Saved data entries
--------
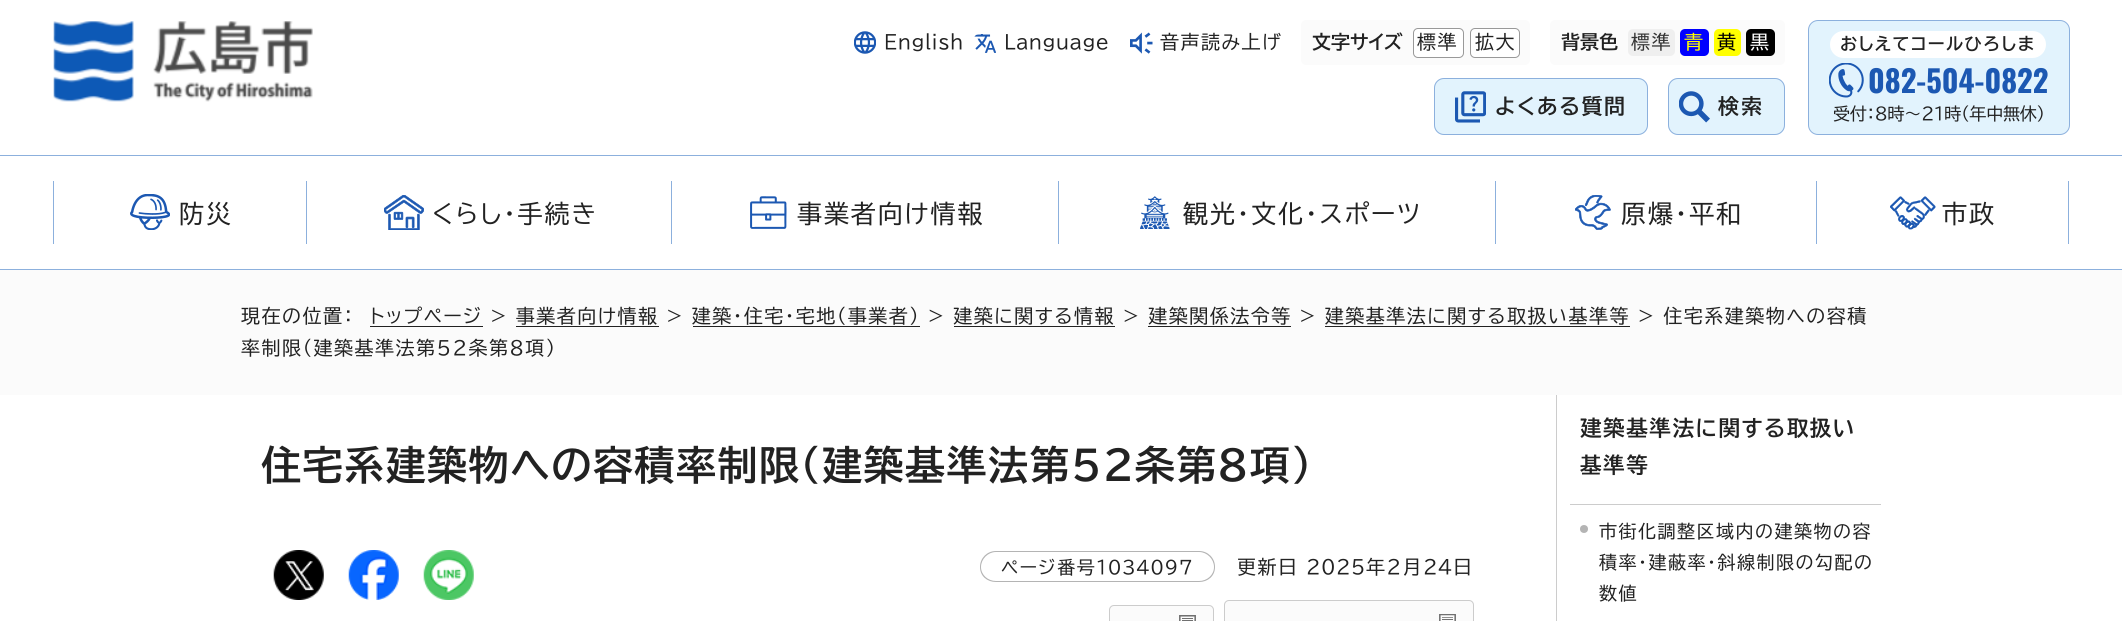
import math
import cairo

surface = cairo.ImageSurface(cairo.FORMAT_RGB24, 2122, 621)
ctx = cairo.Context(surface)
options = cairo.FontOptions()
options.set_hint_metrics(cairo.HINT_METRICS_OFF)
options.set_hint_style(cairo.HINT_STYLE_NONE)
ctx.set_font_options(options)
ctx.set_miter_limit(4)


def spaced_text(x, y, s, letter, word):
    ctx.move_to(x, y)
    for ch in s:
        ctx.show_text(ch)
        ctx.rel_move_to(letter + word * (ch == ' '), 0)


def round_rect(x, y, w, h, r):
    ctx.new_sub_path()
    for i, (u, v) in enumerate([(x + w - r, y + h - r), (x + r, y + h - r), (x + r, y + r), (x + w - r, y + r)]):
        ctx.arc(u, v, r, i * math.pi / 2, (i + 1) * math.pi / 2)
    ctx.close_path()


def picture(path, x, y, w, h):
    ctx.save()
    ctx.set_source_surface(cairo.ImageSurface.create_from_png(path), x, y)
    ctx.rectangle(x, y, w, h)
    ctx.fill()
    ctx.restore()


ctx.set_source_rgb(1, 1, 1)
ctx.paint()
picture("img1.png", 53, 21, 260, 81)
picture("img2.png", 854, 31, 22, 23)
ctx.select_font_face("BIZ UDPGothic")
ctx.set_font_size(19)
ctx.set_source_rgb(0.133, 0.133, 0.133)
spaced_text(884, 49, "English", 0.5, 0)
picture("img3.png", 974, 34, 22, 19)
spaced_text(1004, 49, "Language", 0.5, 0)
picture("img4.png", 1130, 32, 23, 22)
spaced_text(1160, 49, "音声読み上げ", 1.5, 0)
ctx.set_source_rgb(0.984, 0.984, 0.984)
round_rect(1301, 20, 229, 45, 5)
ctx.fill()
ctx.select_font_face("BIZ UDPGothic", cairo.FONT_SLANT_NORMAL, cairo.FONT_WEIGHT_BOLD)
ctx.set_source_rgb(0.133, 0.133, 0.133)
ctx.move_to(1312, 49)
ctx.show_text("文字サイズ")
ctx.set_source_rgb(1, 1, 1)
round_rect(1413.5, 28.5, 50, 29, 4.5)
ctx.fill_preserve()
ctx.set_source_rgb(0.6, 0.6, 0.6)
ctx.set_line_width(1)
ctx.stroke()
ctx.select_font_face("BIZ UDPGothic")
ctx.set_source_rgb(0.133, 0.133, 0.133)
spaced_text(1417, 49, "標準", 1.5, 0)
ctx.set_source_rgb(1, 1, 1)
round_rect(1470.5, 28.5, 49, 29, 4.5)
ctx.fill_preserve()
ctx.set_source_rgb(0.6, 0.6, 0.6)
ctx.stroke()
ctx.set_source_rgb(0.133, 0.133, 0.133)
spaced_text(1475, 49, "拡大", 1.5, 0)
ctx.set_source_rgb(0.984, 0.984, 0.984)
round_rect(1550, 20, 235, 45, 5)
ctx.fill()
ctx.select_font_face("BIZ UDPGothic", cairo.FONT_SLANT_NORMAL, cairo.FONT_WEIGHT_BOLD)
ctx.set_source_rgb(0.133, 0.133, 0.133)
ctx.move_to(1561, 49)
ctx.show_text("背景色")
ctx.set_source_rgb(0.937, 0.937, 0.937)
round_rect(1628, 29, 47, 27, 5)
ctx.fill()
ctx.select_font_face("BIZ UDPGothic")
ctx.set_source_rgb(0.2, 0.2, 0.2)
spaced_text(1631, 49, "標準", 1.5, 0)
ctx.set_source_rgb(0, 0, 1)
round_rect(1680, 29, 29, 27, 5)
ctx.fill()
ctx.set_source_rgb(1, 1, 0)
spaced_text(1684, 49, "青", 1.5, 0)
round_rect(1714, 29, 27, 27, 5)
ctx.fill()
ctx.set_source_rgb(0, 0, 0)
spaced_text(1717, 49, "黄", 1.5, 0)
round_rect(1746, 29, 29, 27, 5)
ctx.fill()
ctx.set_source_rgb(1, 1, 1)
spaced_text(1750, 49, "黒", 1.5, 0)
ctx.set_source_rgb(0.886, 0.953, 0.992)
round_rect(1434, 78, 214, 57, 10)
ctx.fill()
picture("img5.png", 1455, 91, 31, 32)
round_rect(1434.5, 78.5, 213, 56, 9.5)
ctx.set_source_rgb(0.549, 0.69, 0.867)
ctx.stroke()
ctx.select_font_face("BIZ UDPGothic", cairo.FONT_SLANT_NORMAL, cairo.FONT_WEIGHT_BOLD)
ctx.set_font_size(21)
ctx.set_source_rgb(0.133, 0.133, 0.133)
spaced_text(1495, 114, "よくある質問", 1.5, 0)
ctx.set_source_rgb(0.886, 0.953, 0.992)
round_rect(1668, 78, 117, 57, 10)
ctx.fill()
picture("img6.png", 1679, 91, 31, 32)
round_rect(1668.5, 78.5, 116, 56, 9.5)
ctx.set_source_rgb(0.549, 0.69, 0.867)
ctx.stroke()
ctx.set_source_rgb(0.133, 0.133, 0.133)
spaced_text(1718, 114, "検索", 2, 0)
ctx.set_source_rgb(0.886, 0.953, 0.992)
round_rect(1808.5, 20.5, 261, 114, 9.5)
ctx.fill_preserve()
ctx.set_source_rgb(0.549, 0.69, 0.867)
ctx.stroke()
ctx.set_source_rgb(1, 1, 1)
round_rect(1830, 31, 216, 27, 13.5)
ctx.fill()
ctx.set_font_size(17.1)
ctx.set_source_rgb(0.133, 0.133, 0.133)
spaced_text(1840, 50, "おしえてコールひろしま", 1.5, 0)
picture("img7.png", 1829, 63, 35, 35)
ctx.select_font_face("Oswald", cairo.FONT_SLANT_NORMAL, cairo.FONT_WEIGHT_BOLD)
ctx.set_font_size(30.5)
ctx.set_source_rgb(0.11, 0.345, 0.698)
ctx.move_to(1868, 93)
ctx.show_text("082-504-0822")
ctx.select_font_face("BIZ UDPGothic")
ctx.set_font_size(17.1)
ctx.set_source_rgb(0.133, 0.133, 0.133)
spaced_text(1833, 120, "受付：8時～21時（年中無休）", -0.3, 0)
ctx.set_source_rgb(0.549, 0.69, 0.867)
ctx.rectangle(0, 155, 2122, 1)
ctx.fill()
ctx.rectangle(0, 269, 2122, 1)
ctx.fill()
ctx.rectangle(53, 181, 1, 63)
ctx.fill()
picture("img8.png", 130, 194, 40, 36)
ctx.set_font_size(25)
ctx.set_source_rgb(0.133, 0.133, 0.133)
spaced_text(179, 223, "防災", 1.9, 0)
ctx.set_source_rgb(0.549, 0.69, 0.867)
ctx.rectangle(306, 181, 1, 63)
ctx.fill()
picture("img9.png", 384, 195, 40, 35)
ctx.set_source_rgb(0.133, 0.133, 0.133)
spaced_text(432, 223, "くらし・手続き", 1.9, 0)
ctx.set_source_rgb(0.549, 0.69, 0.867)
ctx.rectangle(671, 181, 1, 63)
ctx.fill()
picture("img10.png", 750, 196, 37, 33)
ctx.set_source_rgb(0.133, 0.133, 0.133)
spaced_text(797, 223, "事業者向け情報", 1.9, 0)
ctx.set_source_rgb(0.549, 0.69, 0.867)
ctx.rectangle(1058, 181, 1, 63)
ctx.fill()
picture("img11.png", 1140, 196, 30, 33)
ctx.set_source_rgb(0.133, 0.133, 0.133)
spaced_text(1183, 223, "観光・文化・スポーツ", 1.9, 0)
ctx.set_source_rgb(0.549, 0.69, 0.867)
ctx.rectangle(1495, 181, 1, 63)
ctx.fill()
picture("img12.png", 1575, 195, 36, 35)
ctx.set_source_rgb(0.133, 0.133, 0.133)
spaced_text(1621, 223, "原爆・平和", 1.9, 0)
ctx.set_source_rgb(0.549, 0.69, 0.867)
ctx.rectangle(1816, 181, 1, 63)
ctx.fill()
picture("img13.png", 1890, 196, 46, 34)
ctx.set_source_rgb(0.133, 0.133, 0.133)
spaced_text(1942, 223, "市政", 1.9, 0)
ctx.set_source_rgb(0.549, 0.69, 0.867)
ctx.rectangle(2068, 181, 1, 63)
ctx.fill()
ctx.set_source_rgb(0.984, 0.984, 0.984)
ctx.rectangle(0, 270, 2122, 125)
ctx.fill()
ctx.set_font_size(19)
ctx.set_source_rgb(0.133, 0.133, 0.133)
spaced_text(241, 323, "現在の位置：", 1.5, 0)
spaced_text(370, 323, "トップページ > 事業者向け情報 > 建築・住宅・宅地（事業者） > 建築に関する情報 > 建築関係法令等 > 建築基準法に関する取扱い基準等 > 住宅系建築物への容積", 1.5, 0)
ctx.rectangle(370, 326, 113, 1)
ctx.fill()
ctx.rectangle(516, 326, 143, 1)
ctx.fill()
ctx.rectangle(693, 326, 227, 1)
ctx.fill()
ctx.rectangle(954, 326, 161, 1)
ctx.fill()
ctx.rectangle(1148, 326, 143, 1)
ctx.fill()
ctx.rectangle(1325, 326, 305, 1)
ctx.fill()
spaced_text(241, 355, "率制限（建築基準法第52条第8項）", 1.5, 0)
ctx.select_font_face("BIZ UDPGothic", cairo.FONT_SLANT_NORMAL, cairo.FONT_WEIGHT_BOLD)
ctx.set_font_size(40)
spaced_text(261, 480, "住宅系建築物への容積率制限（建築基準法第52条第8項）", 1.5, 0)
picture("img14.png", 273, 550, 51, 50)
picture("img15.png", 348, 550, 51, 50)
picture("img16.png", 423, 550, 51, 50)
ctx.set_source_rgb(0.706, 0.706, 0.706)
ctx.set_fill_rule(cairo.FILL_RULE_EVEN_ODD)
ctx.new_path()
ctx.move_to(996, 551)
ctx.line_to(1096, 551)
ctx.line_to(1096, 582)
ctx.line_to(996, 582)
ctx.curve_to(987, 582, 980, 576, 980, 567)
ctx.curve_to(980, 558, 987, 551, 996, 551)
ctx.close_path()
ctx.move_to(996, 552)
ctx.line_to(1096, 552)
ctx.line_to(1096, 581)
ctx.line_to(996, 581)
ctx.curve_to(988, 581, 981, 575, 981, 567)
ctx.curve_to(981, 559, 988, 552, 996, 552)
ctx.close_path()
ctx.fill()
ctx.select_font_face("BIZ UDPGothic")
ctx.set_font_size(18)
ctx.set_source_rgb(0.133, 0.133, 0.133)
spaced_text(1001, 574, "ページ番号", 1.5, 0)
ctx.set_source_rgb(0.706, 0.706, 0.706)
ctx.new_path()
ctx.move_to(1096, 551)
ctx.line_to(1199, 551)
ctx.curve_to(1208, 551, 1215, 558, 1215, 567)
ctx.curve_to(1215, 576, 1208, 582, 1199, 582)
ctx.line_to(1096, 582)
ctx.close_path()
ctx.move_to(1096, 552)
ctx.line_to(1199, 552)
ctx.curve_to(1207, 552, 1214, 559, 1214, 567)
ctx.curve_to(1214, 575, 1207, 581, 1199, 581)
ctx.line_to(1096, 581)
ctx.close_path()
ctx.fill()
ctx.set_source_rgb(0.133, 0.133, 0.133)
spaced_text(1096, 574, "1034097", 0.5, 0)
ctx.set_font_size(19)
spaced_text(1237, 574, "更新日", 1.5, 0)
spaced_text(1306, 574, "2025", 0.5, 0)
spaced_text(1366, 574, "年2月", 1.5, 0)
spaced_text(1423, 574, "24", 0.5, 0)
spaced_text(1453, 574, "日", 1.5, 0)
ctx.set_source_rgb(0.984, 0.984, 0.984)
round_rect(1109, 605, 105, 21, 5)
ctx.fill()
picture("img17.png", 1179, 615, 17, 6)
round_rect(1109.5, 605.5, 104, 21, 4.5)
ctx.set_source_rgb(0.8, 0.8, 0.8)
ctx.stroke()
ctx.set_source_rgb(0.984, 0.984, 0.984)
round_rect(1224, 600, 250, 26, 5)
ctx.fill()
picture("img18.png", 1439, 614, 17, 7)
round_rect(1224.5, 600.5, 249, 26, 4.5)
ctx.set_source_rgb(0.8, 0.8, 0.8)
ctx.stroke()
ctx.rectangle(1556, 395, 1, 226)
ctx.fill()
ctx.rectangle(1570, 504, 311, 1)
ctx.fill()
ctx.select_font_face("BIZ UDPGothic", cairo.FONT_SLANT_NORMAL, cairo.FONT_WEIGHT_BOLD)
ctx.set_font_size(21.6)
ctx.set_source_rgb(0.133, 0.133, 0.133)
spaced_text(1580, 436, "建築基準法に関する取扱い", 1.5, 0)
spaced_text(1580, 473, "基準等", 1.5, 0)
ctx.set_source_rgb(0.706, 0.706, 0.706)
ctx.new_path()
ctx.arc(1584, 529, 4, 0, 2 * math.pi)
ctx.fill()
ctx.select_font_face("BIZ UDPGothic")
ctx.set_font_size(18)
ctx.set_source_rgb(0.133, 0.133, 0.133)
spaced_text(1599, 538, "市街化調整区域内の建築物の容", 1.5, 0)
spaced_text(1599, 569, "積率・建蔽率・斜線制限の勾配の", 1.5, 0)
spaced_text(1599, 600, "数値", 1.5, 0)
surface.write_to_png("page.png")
--------
The answer must be an exact copy of the lines above, from the start of the records through the line with "ctx.show_text(ch)", and of nothing else; no pictures belong in it.

The completed task
import math
import cairo

surface = cairo.ImageSurface(cairo.FORMAT_RGB24, 2122, 621)
ctx = cairo.Context(surface)
options = cairo.FontOptions()
options.set_hint_metrics(cairo.HINT_METRICS_OFF)
options.set_hint_style(cairo.HINT_STYLE_NONE)
ctx.set_font_options(options)
ctx.set_miter_limit(4)


def spaced_text(x, y, s, letter, word):
    ctx.move_to(x, y)
    for ch in s:
        ctx.show_text(ch)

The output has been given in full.